### Assignment
Retrieve every line from the records in which the word "junction" occurs.

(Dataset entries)
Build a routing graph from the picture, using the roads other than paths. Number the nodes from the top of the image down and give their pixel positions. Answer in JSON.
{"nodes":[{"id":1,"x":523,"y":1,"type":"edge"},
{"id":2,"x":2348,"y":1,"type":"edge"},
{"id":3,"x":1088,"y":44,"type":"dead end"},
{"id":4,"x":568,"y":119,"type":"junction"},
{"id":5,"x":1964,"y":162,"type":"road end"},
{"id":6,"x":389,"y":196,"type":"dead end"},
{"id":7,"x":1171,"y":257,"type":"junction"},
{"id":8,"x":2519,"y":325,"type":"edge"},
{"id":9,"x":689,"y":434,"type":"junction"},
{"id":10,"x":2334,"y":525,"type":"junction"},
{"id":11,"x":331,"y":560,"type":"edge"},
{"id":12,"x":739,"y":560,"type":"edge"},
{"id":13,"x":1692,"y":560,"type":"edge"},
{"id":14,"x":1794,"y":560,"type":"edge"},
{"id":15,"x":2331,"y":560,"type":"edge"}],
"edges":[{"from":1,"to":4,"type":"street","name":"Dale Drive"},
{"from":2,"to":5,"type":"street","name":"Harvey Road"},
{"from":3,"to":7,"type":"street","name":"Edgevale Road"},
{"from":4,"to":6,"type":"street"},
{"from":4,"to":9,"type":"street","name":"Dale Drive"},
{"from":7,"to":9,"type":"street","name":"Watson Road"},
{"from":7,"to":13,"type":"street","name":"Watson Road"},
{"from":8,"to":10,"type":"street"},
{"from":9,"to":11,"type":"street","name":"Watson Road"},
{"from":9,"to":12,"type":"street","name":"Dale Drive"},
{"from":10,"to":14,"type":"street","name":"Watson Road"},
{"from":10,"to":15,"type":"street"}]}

### Exercise output
{"id":4,"x":568,"y":119,"type":"junction"},
{"id":7,"x":1171,"y":257,"type":"junction"},
{"id":9,"x":689,"y":434,"type":"junction"},
{"id":10,"x":2334,"y":525,"type":"junction"},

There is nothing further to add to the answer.